SolrCloud Scaling

Since v0.8.0

Solr Clouds are complex distributed systems, and thus require additional help when trying to scale up or down.

Scaling/Autoscaling can mean different things in different situations, and this is true even within the SolrCloud.spec.autoscaling section.

Replicas can be moved when new nodes are added or when nodes need to be taken down
Nodes can be added/removed if more or less resources are desired.

The following sections describes all the features that the Solr Operator currently supports to aid in scaling & autoscaling SolrClouds.

Configuration

The autoscaling section in the SolrCloud CRD can be configured in the following ways

spec:
  autoscaling:
    vacatePodsOnScaleDown: true # Default: true

Replica Movement

Solr can be scaled up & down either manually or by HorizontalPodAutoscaler's, however no matter how the SolrCloud.Spec.Replicas value changes, the Solr Operator must implement this change the same way.

For now Replicas are not scaled up and down themselves, they are just moved to utilize new Solr pods or vacate soon-to-be-deleted Solr pods.

Solr Pod Scale-Down

When the desired number of Solr Pods that should be run SolrCloud.Spec.Replicas is decreased, the SolrCloud.spec.autoscaling.vacatePodsOnScaleDown option determines whether the Solr Operator should move replicas off of the pods that are about to be deleted.

When a StatefulSet, which the Solr Operator uses to run Solr pods, has its size decreased by x pods, it's the last x pods that are deleted. So if a StatefulSet tmp has size 4, it will have pods tmp-0, tmp-1, tmp-2 and tmp-3. If that tmp then is scaled down to size 2, then pod tmp-3 will be deleted first, followed by tmp-2 because they are tmp's last pods numerically.

If Solr has replicas placed on the pods that will be deleted as a part of the scale-down, then it has a problem. Solr will expect that these replicas will eventually come back online, because they are a part of the clusterState. The Solr Operator can update the cluster state to handle the scale-down operation by using Solr APIs to move replicas off of the soon-to-be-deleted pods.

If autoscaling.vacatePodsOnScaleDown option is not enabled, then whenever the SolrCloud.Spec.Replicas is decreased, that change will be reflected in the StatefulSet immediately.
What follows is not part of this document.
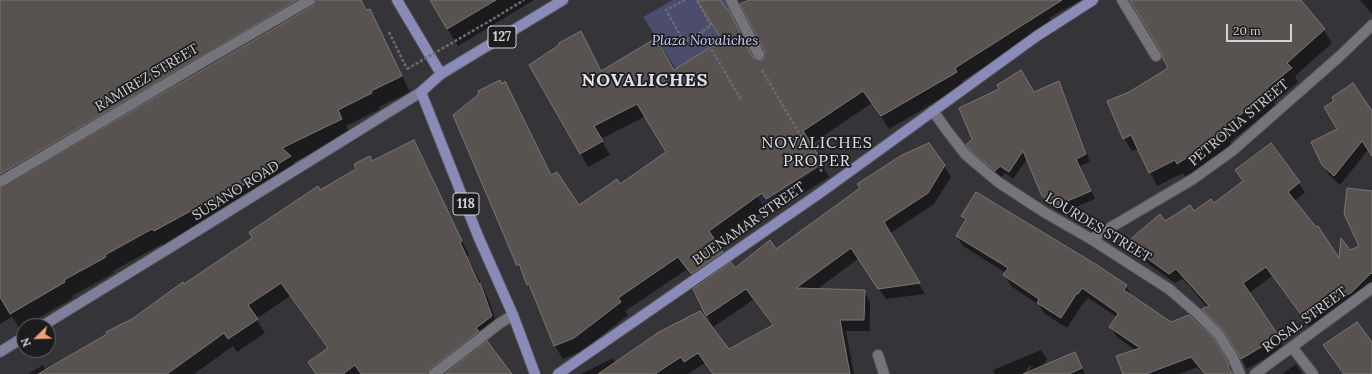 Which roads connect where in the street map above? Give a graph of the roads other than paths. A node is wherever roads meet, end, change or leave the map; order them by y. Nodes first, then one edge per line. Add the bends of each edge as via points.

Pods will be deleted even if replicas live on those pods.

If autoscaling.vacatePodsOnScaleDown option is enabled, which it is by default, then the following steps occur:

Acquire a cluster-ops lock on the SolrCloud. (This means other cluster operations, such as a rolling restart, cannot occur during the scale down operation)
Scale down the last pod.
1. Mark the pod as “notReady” so that traffic is diverted away from this pod (for requests to the common endpoint, requests that target that node directly will not be affected).
2. Check to see if the last pod has any replicas.
3. If so, start an asynchronous command to remove replicas from this pod.
4. Check if the async command completed, if not then loop back until the command is finished.
5. If the command succeeded, continue, if not go back to step #2.3.
6. Scale down the StatefulSet by 1. This will delete the pod that was just vacated.
If the StatefulSet size == the desired SolrCloud size, continue, otherwise go back to step #2.
Give up the cluster-ops lock on the SolrCloud. The scale-down operation is complete.

Because of the available Solr APIs, the statefulSet can only be scaled down 1 pod at-a-time, this is why the Scale down step is repeated until the statefulSet size reaches the desired size.

Scale to Zero

If the SolrCloud.spec.replicas is set to 0, then the SolrCloud will set the statefulSet replicas to 0 without moving or deleting replicas.

The data will be saved in PVCs if the SolrCloud is set to use persistent storage, and dataStorage.persistent.reclaimPolicy is set to Retain. If the reclaimPolicy is set to Delete, these PVCs will be deleted when the pods are scaled down.